AWS Cloudwatch Monitoring & Alerts using Bash Scripts
Monitoring is critical to the smooth operation of production services. It enables you to recognize critical issues before they become catastrophic failures. We can also have a constant understanding of the health of our system.
Main benefits of cloud monitoring are:
-
Cost-effective : You can estimate the minimum resources required to run your workload with proper monitoring. It will allow you to avoid over-provisioning of resources while keeping costs low.
-
Reliability : Monitoring the resources allows you to estimate the amount of resources needed for optimal performance.
-
Scalability : It can assist you in determining when you need to increase or decrease your resource allocation.
-
Investigation : You can do root cause analysis of issues easily by narrowing down possible causes by looking at anomalies in historical monitoring data.
-
Alerting : You can prevent numerous system failures by having enough alerts about something that is happening or about to happen.
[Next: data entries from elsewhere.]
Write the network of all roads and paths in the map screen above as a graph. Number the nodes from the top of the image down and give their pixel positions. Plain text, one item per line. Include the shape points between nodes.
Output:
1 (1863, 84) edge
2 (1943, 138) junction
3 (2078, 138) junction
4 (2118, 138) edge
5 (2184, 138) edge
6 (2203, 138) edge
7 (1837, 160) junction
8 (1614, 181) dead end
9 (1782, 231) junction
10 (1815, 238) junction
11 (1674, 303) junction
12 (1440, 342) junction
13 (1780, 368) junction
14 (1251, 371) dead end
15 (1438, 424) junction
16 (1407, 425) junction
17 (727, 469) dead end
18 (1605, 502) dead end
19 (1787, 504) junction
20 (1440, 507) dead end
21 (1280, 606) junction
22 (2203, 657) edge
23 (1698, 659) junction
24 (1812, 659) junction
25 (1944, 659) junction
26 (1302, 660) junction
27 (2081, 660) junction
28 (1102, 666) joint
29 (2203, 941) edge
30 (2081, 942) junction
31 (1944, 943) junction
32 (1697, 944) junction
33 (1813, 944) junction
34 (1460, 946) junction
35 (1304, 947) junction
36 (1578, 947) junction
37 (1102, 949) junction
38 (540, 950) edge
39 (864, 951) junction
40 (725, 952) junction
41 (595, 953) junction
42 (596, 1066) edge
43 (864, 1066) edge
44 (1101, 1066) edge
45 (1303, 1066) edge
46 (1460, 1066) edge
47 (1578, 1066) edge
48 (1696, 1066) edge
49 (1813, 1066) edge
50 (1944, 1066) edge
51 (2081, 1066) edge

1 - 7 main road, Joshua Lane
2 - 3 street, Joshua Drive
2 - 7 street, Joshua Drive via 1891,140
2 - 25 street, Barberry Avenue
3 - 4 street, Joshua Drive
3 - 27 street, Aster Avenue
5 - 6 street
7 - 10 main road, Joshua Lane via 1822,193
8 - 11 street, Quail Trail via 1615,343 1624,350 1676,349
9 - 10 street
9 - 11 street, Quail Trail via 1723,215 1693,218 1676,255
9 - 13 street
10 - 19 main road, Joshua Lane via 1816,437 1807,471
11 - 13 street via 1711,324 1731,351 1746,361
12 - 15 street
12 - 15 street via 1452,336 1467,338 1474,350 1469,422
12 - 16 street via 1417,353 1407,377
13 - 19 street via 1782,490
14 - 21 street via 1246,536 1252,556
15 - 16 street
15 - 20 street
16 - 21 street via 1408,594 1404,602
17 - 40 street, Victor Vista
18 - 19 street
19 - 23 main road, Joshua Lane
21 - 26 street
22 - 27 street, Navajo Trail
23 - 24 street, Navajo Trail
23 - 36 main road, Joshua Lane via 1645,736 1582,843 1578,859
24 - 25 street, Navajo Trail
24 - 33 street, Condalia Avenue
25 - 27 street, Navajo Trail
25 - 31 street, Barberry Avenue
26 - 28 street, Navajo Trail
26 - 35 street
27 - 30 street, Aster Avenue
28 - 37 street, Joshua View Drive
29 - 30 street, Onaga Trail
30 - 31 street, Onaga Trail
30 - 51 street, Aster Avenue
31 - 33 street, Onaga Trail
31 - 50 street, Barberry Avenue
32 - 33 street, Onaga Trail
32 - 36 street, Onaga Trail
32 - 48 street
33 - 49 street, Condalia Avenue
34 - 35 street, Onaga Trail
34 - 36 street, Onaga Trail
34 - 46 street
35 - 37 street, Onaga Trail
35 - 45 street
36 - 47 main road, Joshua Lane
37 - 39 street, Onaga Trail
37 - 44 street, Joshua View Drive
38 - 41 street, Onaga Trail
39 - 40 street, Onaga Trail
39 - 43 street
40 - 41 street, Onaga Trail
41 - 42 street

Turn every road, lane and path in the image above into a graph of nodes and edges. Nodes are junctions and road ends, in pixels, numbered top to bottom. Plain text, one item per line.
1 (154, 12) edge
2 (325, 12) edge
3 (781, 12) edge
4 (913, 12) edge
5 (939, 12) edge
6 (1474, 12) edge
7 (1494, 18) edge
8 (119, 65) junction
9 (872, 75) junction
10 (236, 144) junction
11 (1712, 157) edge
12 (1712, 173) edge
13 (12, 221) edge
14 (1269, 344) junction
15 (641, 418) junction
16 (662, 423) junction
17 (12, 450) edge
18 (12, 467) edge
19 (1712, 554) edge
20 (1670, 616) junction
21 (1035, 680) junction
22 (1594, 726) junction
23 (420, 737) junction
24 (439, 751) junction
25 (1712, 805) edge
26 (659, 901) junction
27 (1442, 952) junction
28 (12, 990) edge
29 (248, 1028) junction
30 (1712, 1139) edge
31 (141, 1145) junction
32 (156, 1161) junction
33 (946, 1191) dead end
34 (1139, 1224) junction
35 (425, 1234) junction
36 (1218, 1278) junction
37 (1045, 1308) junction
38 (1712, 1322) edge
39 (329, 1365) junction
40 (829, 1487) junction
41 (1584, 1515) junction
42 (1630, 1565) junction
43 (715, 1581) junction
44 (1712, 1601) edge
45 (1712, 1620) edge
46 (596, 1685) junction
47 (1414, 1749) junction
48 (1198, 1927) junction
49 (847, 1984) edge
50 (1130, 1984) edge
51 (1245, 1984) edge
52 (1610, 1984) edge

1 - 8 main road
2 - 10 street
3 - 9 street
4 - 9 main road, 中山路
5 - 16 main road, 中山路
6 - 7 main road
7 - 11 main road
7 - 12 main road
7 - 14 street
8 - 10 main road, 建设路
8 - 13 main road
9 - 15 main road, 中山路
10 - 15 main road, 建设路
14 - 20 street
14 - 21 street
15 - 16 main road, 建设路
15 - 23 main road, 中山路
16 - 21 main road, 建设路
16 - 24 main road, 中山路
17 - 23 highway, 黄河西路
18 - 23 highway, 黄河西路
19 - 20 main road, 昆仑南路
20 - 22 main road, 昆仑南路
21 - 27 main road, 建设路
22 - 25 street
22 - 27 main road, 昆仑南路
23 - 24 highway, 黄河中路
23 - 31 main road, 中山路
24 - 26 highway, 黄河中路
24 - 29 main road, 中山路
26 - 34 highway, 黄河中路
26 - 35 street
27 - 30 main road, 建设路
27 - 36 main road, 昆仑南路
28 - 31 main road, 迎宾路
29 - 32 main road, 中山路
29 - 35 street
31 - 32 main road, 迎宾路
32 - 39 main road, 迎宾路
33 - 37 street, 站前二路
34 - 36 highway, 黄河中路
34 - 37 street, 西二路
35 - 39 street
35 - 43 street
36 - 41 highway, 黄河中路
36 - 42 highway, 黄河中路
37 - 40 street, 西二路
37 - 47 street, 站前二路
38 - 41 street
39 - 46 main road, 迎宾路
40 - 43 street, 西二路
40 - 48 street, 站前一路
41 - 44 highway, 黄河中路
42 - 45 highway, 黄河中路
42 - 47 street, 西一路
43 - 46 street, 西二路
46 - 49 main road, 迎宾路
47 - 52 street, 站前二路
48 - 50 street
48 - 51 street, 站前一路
For EC2 Instances, AWS provides CPU Utilization Metrics by default.
High CPU utilization, Low Disk space available, and High Memory utilization are three basic alerts that every server should have.
Let’s see how you can quickly create a High CPU Utilization alert from AWS Console.
- First go to the EC2 instances section and select your instance.
- Select Monitoring tab in details panel.
- Click on 3 dots of CPU Utilization Card and select
View in Metrics
- On the graphed metrics page, click on the bell icon and a dialog for creating alarm will open.
- Fill up the relevant numbers, select a SNS Topic for sending notification and create the alarm. This is how your alarm details should look like.
For getting Disk space and Memory Usage Metrics, you have to run monitoring scripts provided by aws. These scripts send data from the server to Cloudwatch.
Below are the steps needed for Ubuntu operating system.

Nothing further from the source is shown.